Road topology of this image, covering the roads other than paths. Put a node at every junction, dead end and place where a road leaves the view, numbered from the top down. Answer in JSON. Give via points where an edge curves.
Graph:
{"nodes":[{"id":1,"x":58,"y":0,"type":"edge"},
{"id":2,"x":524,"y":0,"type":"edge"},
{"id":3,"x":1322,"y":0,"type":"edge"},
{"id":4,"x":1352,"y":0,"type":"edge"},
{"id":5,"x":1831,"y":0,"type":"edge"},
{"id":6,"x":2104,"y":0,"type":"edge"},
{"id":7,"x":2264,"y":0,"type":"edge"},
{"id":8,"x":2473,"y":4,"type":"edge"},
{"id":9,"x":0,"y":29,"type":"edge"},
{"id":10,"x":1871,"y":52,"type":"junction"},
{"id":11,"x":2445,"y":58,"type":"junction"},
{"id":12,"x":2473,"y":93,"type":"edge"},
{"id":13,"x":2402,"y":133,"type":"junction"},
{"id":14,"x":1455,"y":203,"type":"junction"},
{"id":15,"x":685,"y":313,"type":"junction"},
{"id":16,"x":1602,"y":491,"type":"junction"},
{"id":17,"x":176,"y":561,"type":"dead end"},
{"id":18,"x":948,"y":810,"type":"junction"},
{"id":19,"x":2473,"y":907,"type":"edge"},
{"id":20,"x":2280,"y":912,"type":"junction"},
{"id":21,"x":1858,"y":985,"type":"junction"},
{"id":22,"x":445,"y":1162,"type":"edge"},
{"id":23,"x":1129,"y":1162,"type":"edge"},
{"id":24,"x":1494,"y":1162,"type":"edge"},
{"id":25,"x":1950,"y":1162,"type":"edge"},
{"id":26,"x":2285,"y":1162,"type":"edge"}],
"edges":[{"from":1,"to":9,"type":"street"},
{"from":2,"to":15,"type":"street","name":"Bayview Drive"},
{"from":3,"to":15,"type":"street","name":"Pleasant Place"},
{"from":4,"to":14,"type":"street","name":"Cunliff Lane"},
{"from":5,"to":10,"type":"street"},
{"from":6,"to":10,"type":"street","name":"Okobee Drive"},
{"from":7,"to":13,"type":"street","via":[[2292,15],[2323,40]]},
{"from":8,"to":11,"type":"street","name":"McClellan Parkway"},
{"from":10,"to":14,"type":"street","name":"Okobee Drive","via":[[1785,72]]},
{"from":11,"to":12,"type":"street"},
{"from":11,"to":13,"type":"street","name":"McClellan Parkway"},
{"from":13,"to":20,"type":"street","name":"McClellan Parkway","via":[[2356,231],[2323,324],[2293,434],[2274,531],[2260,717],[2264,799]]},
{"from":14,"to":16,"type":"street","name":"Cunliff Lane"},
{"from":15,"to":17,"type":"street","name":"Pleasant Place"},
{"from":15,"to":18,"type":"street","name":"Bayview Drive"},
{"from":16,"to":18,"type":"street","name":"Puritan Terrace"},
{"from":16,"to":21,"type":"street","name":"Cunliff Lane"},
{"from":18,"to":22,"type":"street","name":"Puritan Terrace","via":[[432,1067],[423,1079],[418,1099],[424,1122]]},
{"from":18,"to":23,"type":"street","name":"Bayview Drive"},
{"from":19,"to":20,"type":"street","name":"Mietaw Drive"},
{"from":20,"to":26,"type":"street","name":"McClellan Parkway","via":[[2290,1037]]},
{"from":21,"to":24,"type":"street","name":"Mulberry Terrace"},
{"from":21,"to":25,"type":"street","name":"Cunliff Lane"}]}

Description of the task: Reproduce every line of the data without changing a word.

Task answer:
Road topology of this image, covering the roads other than paths. Put a node at every junction, dead end and place where a road leaves the view, numbered from the top down. Answer in JSON. Give via points where an edge curves.
Graph:
{"nodes":[{"id":1,"x":58,"y":0,"type":"edge"},
{"id":2,"x":524,"y":0,"type":"edge"},
{"id":3,"x":1322,"y":0,"type":"edge"},
{"id":4,"x":1352,"y":0,"type":"edge"},
{"id":5,"x":1831,"y":0,"type":"edge"},
{"id":6,"x":2104,"y":0,"type":"edge"},
{"id":7,"x":2264,"y":0,"type":"edge"},
{"id":8,"x":2473,"y":4,"type":"edge"},
{"id":9,"x":0,"y":29,"type":"edge"},
{"id":10,"x":1871,"y":52,"type":"junction"},
{"id":11,"x":2445,"y":58,"type":"junction"},
{"id":12,"x":2473,"y":93,"type":"edge"},
{"id":13,"x":2402,"y":133,"type":"junction"},
{"id":14,"x":1455,"y":203,"type":"junction"},
{"id":15,"x":685,"y":313,"type":"junction"},
{"id":16,"x":1602,"y":491,"type":"junction"},
{"id":17,"x":176,"y":561,"type":"dead end"},
{"id":18,"x":948,"y":810,"type":"junction"},
{"id":19,"x":2473,"y":907,"type":"edge"},
{"id":20,"x":2280,"y":912,"type":"junction"},
{"id":21,"x":1858,"y":985,"type":"junction"},
{"id":22,"x":445,"y":1162,"type":"edge"},
{"id":23,"x":1129,"y":1162,"type":"edge"},
{"id":24,"x":1494,"y":1162,"type":"edge"},
{"id":25,"x":1950,"y":1162,"type":"edge"},
{"id":26,"x":2285,"y":1162,"type":"edge"}],
"edges":[{"from":1,"to":9,"type":"street"},
{"from":2,"to":15,"type":"street","name":"Bayview Drive"},
{"from":3,"to":15,"type":"street","name":"Pleasant Place"},
{"from":4,"to":14,"type":"street","name":"Cunliff Lane"},
{"from":5,"to":10,"type":"street"},
{"from":6,"to":10,"type":"street","name":"Okobee Drive"},
{"from":7,"to":13,"type":"street","via":[[2292,15],[2323,40]]},
{"from":8,"to":11,"type":"street","name":"McClellan Parkway"},
{"from":10,"to":14,"type":"street","name":"Okobee Drive","via":[[1785,72]]},
{"from":11,"to":12,"type":"street"},
{"from":11,"to":13,"type":"street","name":"McClellan Parkway"},
{"from":13,"to":20,"type":"street","name":"McClellan Parkway","via":[[2356,231],[2323,324],[2293,434],[2274,531],[2260,717],[2264,799]]},
{"from":14,"to":16,"type":"street","name":"Cunliff Lane"},
{"from":15,"to":17,"type":"street","name":"Pleasant Place"},
{"from":15,"to":18,"type":"street","name":"Bayview Drive"},
{"from":16,"to":18,"type":"street","name":"Puritan Terrace"},
{"from":16,"to":21,"type":"street","name":"Cunliff Lane"},
{"from":18,"to":22,"type":"street","name":"Puritan Terrace","via":[[432,1067],[423,1079],[418,1099],[424,1122]]},
{"from":18,"to":23,"type":"street","name":"Bayview Drive"},
{"from":19,"to":20,"type":"street","name":"Mietaw Drive"},
{"from":20,"to":26,"type":"street","name":"McClellan Parkway","via":[[2290,1037]]},
{"from":21,"to":24,"type":"street","name":"Mulberry Terrace"},
{"from":21,"to":25,"type":"street","name":"Cunliff Lane"}]}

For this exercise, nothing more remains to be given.